[Material for this exercise]:
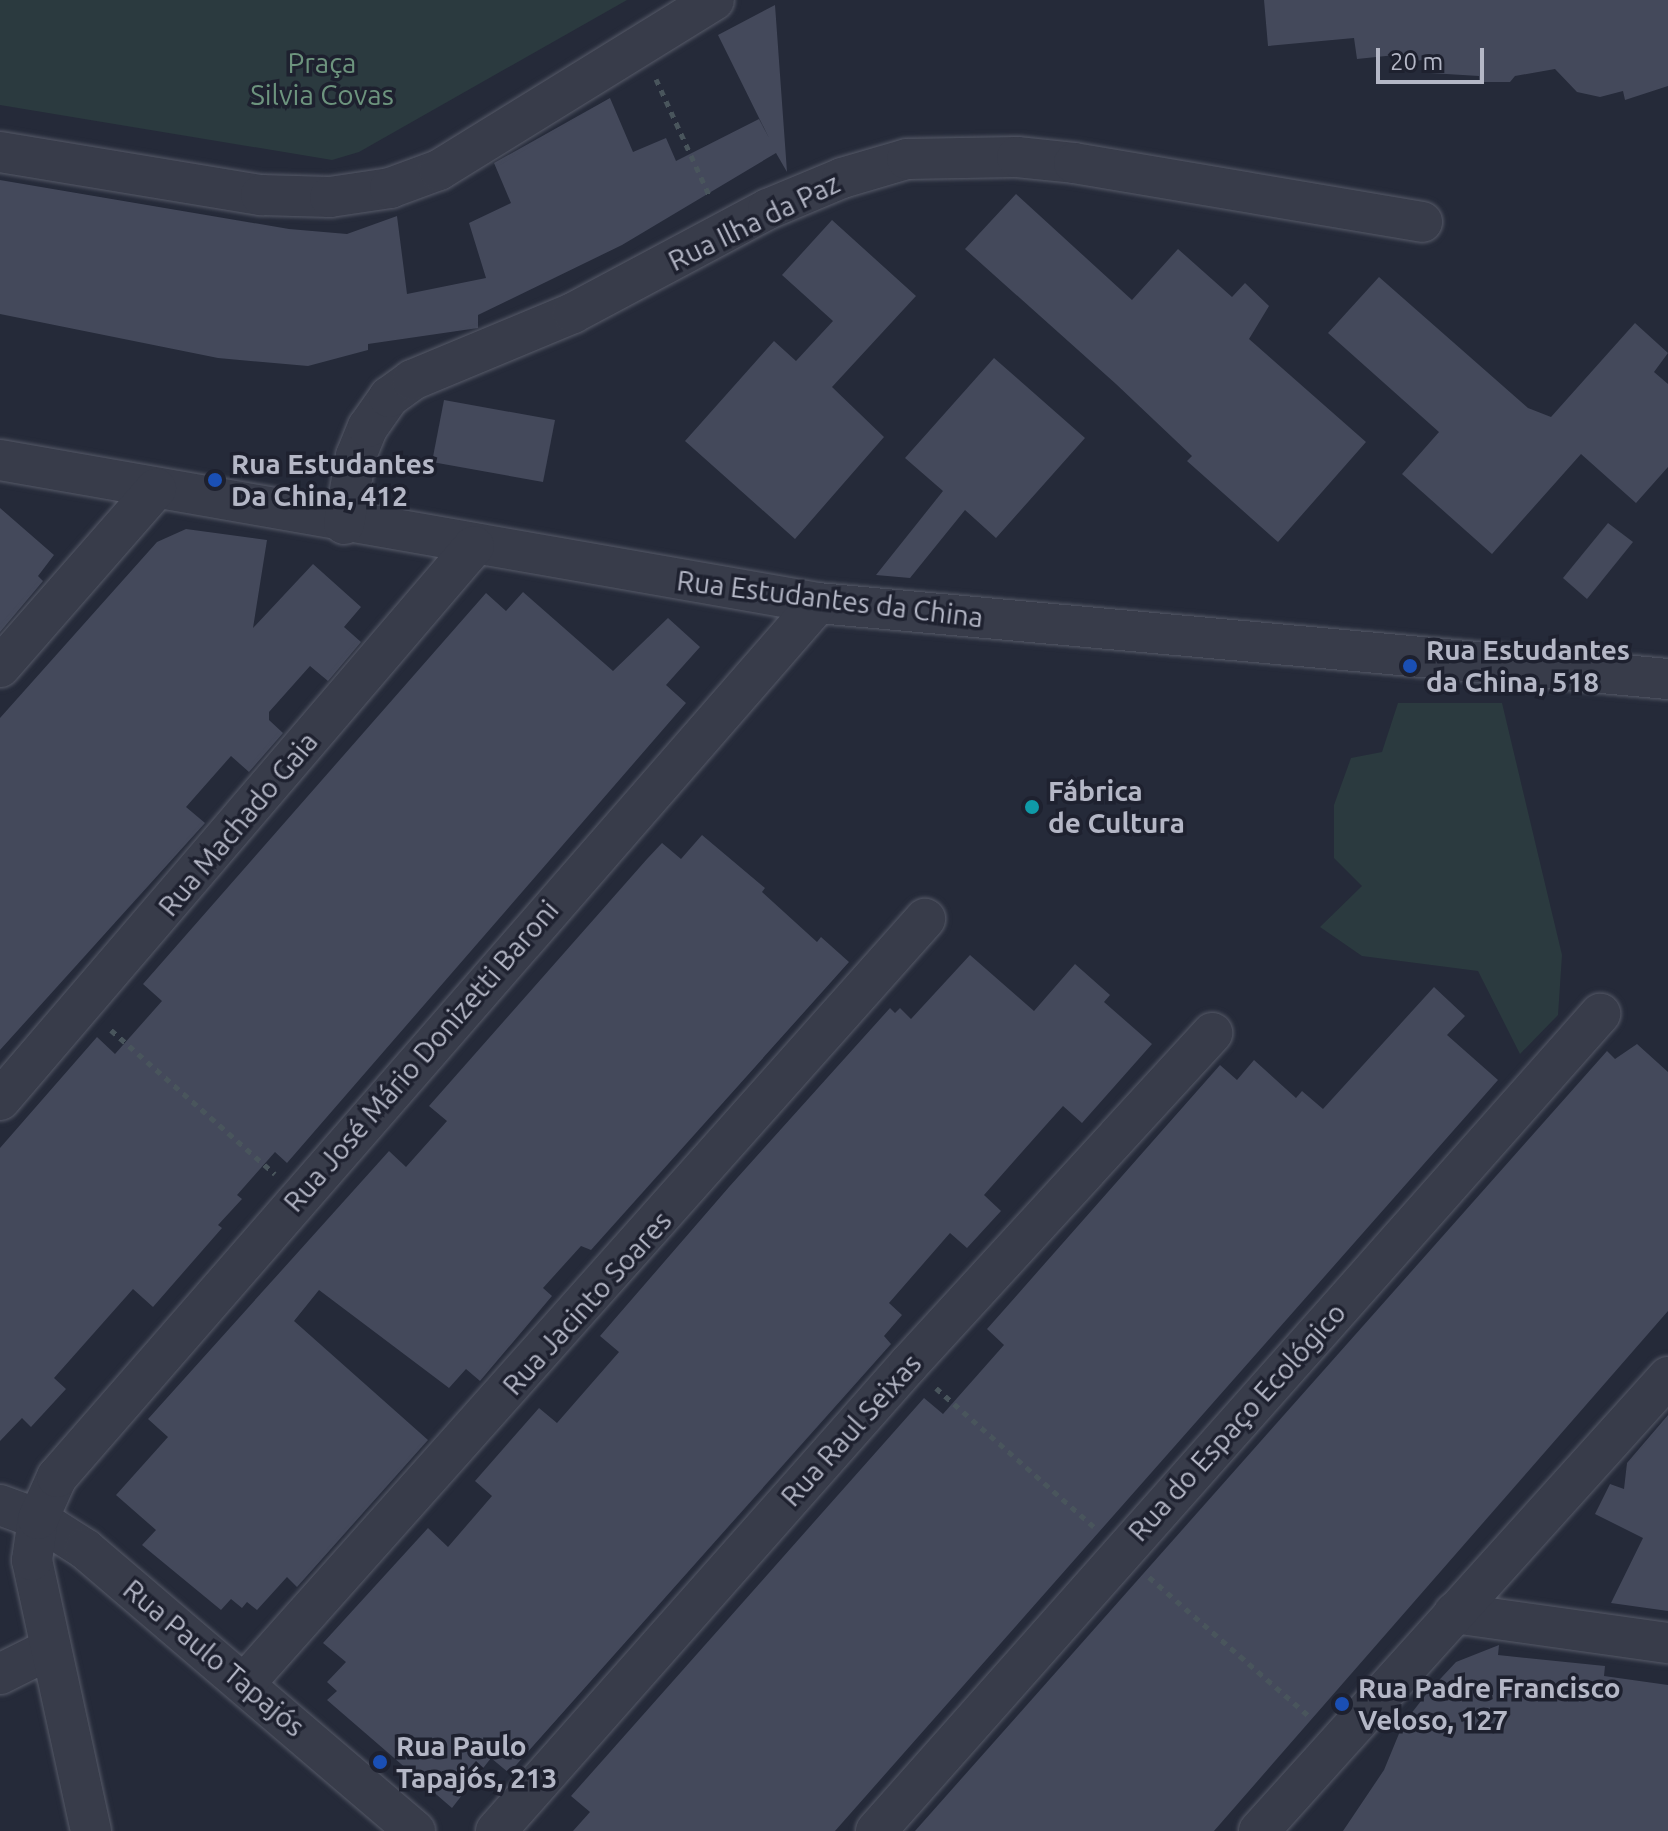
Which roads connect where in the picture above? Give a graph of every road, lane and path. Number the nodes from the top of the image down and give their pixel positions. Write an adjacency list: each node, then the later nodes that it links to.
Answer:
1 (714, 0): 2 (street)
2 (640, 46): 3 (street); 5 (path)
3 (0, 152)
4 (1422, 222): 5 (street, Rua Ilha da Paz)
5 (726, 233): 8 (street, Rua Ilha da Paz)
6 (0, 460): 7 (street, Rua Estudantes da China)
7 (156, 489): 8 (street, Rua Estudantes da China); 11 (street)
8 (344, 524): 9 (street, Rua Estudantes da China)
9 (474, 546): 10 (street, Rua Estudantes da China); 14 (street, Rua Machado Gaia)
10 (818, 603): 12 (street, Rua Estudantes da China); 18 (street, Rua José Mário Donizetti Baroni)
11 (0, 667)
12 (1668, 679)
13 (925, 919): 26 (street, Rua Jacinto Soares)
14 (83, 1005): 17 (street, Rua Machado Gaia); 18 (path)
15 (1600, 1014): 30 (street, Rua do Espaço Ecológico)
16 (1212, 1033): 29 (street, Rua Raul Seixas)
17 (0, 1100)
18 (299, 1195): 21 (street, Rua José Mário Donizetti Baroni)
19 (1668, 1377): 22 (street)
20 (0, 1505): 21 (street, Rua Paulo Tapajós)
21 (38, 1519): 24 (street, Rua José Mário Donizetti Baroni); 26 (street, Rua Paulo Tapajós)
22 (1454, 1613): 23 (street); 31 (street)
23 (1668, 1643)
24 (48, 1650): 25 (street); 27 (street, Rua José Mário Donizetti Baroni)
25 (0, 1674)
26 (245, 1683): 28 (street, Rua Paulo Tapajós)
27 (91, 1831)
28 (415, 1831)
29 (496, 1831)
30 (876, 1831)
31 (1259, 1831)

[Task prompt]:
In the copy, every entry appears exactly as written above and no picture appears.

[Exercise output]:
Which roads connect where in the picture above? Give a graph of every road, lane and path. Number the nodes from the top of the image down and give their pixel positions. Write an adjacency list: each node, then the later nodes that it links to.
Answer:
1 (714, 0): 2 (street)
2 (640, 46): 3 (street); 5 (path)
3 (0, 152)
4 (1422, 222): 5 (street, Rua Ilha da Paz)
5 (726, 233): 8 (street, Rua Ilha da Paz)
6 (0, 460): 7 (street, Rua Estudantes da China)
7 (156, 489): 8 (street, Rua Estudantes da China); 11 (street)
8 (344, 524): 9 (street, Rua Estudantes da China)
9 (474, 546): 10 (street, Rua Estudantes da China); 14 (street, Rua Machado Gaia)
10 (818, 603): 12 (street, Rua Estudantes da China); 18 (street, Rua José Mário Donizetti Baroni)
11 (0, 667)
12 (1668, 679)
13 (925, 919): 26 (street, Rua Jacinto Soares)
14 (83, 1005): 17 (street, Rua Machado Gaia); 18 (path)
15 (1600, 1014): 30 (street, Rua do Espaço Ecológico)
16 (1212, 1033): 29 (street, Rua Raul Seixas)
17 (0, 1100)
18 (299, 1195): 21 (street, Rua José Mário Donizetti Baroni)
19 (1668, 1377): 22 (street)
20 (0, 1505): 21 (street, Rua Paulo Tapajós)
21 (38, 1519): 24 (street, Rua José Mário Donizetti Baroni); 26 (street, Rua Paulo Tapajós)
22 (1454, 1613): 23 (street); 31 (street)
23 (1668, 1643)
24 (48, 1650): 25 (street); 27 (street, Rua José Mário Donizetti Baroni)
25 (0, 1674)
26 (245, 1683): 28 (street, Rua Paulo Tapajós)
27 (91, 1831)
28 (415, 1831)
29 (496, 1831)
30 (876, 1831)
31 (1259, 1831)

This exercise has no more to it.